Problem requirements –
Filter the records below down to lines containing "Nandyal".

※

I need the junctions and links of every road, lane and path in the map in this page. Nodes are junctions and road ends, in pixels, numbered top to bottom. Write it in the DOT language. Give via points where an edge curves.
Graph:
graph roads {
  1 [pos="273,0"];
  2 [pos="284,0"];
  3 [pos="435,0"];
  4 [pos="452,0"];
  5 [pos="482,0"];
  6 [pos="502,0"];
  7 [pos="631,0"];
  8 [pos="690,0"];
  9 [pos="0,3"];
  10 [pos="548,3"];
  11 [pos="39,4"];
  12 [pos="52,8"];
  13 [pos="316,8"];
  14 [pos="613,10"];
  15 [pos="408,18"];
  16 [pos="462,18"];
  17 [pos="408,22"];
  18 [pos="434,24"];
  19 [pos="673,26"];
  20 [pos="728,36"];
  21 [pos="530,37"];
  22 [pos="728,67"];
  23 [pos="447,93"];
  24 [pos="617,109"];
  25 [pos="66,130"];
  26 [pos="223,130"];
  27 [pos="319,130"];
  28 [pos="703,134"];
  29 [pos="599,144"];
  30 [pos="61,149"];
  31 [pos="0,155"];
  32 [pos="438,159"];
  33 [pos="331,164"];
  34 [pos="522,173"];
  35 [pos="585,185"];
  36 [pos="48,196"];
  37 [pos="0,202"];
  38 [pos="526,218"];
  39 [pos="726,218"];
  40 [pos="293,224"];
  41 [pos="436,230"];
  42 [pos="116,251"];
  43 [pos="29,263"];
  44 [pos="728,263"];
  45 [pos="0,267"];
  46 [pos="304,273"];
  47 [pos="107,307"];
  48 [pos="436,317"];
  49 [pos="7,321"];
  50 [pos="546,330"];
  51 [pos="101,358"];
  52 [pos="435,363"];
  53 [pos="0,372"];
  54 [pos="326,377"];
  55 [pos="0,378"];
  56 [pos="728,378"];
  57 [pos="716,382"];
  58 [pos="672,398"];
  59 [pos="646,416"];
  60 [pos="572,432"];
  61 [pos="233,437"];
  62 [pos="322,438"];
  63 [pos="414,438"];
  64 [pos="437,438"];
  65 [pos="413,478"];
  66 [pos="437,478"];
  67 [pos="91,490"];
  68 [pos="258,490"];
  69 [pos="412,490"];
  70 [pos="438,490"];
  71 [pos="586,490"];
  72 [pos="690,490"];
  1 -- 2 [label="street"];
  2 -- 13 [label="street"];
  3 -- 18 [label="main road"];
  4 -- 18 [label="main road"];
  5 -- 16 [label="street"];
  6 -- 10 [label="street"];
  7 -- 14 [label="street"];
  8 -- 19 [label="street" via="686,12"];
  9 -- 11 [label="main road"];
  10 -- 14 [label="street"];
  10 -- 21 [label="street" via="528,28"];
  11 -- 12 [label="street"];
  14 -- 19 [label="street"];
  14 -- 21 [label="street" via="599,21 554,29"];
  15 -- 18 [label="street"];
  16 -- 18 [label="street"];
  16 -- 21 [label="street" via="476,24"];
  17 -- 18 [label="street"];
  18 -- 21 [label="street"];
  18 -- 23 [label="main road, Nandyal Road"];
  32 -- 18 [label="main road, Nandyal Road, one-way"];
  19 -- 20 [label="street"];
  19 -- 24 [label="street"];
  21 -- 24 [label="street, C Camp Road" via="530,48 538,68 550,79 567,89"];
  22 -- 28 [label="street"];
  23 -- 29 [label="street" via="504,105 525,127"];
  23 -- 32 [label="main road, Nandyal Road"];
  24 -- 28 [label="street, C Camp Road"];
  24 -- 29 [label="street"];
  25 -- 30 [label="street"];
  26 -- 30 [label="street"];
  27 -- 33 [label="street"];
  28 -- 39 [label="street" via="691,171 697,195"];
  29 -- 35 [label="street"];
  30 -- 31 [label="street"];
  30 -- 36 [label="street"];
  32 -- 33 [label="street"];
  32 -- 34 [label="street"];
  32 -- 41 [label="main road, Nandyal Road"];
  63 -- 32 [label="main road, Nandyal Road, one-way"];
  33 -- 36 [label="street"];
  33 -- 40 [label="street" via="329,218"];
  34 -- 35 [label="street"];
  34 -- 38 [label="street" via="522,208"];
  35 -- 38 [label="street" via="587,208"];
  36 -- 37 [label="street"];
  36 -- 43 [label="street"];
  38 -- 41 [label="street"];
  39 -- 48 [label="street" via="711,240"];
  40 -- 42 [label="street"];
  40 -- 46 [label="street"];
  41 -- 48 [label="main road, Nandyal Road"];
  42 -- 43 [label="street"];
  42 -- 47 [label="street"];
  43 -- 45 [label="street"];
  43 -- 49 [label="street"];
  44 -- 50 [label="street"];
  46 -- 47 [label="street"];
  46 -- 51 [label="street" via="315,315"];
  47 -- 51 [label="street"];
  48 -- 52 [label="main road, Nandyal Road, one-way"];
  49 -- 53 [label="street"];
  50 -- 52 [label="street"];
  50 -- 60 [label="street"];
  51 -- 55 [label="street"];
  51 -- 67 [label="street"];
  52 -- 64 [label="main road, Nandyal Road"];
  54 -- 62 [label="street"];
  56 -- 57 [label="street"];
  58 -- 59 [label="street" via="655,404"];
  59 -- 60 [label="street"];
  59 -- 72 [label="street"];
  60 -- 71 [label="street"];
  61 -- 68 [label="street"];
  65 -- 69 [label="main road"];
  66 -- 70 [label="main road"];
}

※

Your solution –
  18 -- 23 [label="main road, Nandyal Road"];
  32 -- 18 [label="main road, Nandyal Road, one-way"];
  23 -- 32 [label="main road, Nandyal Road"];
  32 -- 41 [label="main road, Nandyal Road"];
  63 -- 32 [label="main road, Nandyal Road, one-way"];
  41 -- 48 [label="main road, Nandyal Road"];
  48 -- 52 [label="main road, Nandyal Road, one-way"];
  52 -- 64 [label="main road, Nandyal Road"];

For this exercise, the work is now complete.